He first explained how a document examiner goes about studying a document. It was a meticulous science, actually. Took great patience and a jeweler’s eye for detail.
The $64,000 question for Robinson was rather simple: Had he looked at the documents (Tracy and Doug’s handwriting as compared to the note left on Doug’s truck) and made a determination as to who wrote what.
Robinson took several minutes to explain how he had gone about studying all of the documents. How it wasn’t just a matter of looking at one document and comparing it to the next. There was a process of tracing each common letter and not looking for similar characteristics but exact likenesses.
In the end, Robinson—no surprise—said there was no way Tracy could have been the author of the note. He compared the samples of writing by explaining that they were like looking at “apples and oranges,” concluding, “There is no similarity at all.”
During cross-examination, one new fact emerged. Lavender asked Robinson about the people involved in authorship of the documents and Robinson said who they were did not matter. He did not want to know anything about them so as to stay objective. For him, it was about the science alone.
“Did you know that any of them suffered from any particular learning problems?” Lavender followed up with.
“Well,” Robinson said, nodding his head in agreement, “it is obvious that one person doing the writing has a learning problem simply because of the misspelled words in it.”
“Dyslexia, are you familiar with that?” Lavender countered.

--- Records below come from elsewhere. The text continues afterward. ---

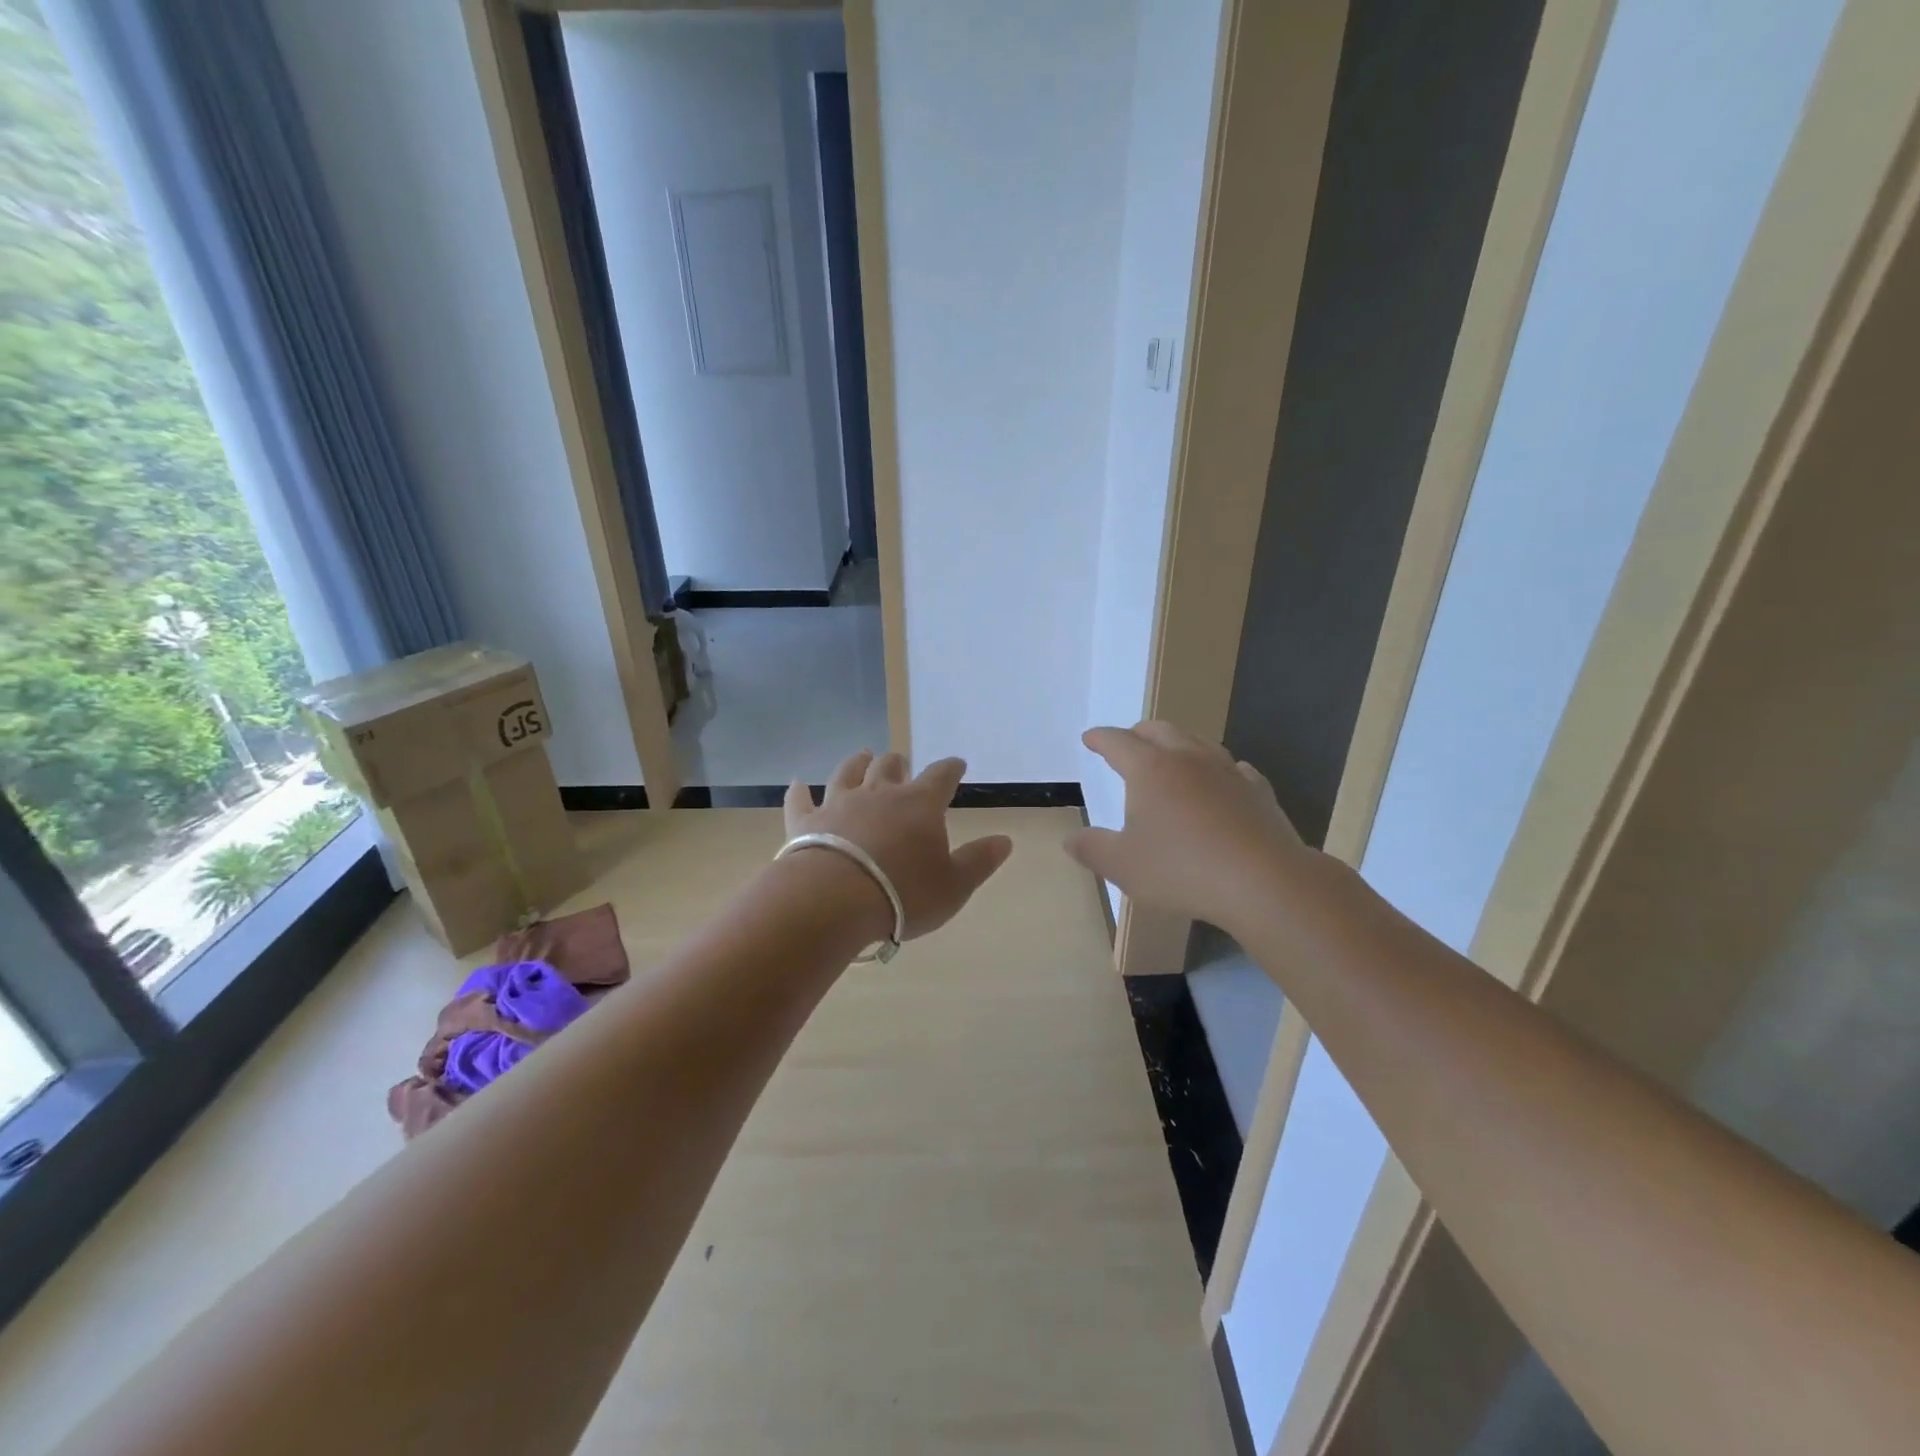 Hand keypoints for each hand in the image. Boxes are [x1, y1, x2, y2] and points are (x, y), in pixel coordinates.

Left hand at [784, 750, 1012, 940]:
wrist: (834, 900)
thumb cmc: (903, 894)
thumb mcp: (954, 885)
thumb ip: (979, 861)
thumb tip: (1005, 840)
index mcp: (919, 804)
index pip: (941, 776)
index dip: (950, 768)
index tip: (956, 764)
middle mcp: (879, 794)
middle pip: (890, 766)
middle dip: (899, 762)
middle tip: (902, 762)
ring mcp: (839, 804)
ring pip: (848, 772)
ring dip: (857, 762)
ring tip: (863, 755)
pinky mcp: (805, 822)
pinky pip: (801, 801)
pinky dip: (799, 792)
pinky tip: (797, 784)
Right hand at [1066, 721, 1309, 936]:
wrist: (1263, 881)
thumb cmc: (1182, 869)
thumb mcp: (1123, 866)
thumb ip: (1092, 849)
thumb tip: (1070, 839)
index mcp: (1150, 769)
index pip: (1118, 742)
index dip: (1100, 739)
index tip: (1090, 738)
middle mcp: (1188, 759)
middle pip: (1160, 731)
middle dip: (1138, 733)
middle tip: (1128, 741)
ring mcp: (1228, 772)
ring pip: (1198, 742)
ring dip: (1178, 743)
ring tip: (1171, 755)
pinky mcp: (1258, 792)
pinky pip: (1233, 768)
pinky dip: (1218, 769)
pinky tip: (1222, 781) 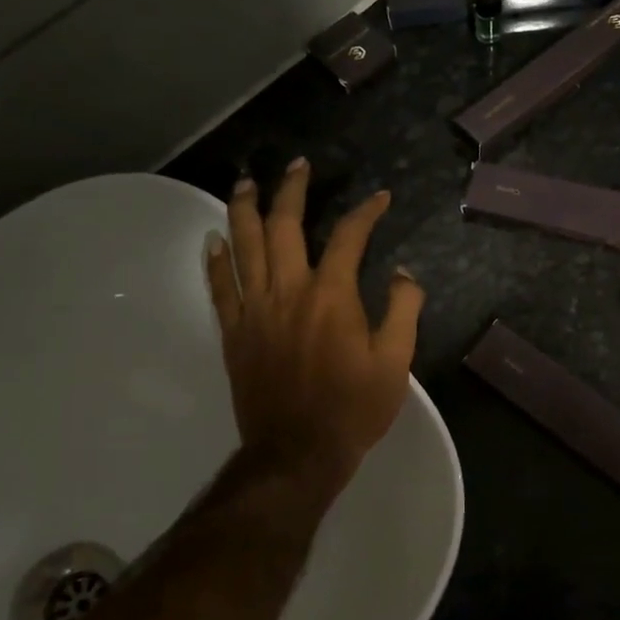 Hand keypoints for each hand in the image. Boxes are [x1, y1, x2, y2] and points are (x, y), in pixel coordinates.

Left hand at [205, 158, 423, 484]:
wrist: (298, 452)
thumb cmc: (353, 408)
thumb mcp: (396, 362)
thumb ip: (403, 310)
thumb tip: (405, 272)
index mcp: (331, 296)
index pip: (349, 237)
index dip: (366, 212)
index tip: (380, 198)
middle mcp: (288, 291)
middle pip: (284, 226)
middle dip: (292, 190)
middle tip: (298, 166)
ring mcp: (255, 310)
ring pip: (244, 246)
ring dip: (244, 209)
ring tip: (245, 182)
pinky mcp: (234, 332)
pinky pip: (219, 287)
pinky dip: (215, 260)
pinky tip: (214, 239)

“I don’t know about that, no, sir.”
“That’s all I have.”
I asked Tracy to explain her relationship with Doug at the time he was murdered. This was an important question, in the end. We’ve heard from Doug’s “best” friends and what law enforcement uncovered: that Doug and Tracy were estranged, had been arguing all the time, and were not going to be getting back together. In the scope of a motive, that needs to be in place if you’re the prosecution. If Tracy and Doug are blissfully in love, however, Tracy would not have a motive to kill him.

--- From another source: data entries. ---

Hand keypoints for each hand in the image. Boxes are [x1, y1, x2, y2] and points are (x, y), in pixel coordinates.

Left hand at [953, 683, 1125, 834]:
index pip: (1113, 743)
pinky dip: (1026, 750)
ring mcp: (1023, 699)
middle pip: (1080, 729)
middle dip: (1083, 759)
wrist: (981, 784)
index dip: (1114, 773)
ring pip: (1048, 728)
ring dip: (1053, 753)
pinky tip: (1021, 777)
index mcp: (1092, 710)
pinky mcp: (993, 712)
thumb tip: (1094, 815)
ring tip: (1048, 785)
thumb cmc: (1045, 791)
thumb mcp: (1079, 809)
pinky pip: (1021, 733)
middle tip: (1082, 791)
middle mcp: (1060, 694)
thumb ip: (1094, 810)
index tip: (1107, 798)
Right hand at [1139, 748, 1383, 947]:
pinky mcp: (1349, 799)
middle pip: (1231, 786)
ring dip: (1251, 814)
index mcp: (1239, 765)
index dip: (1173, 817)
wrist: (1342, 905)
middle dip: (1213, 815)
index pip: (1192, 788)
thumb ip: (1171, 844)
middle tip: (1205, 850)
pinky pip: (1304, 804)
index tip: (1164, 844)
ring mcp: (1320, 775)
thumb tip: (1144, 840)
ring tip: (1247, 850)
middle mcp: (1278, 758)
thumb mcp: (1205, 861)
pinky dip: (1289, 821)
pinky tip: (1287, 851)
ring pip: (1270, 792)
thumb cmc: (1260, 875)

“One of the things that has always bothered me and continues to bother me to this day is when people referred to Doug and I as having a ‘rocky relationship.’ It’s in most court documents relating to my case. That statement was attached to my case when Jeff Bennett was questioned by law enforcement at the very beginning. Jeff told investigators that we were always breaking up.”
All of which—these statements as Tracy explains them—is true. But Tracy had also said her relationship with Doug was rocky, if we take those police reports from her early interviews to be fact.
“I would not consider my relationship with Doug as ‘on again-off again,’ ” Tracy continued. “We had different opinions about certain things and we didn’t always agree, but that didn’t mean we broke up every time we disagreed. The things we disagreed on were most often a matter of right and wrong, borderline illegal activity, and flat-out criminal activity I refused to go along with. We were a very private couple. We didn’t really hang out with other people. That is one reason, in my opinion, Jeff (Bennett) was so angry with Doug.
“For anyone to say that they knew anything about our private lives or our relationship with each other, they were not telling the truth. Doug battled dyslexia; most people never knew that. This created a learning disability he had to deal with all of his life. It made it hard for him at school and it also made it hard for him when it came to getting a job, one reason for having his own business. He was not a social person, so we didn’t do the party scene and rarely went anywhere with other people. Jeff and his ex-wife were the only couple we ever went anywhere with and even then, it wasn’t often.”
Tracy went on to say Doug’s battle with dyslexia did not mean he was stupid. She called him “business-minded.” A guy who was “always looking for a new way to make money.” Those ideas, however, were not always “exactly legal,” she alleged, which would always lead to a “disagreement” between them.
“I was sworn to uphold the law,” Tracy explained. “I could not and would not participate in some of Doug’s schemes to make money.”
Tracy said it was a few weeks into dating Doug when she realized that he, as she put it, “Wasn’t going to work every day like a normal person who owns his own welding business.”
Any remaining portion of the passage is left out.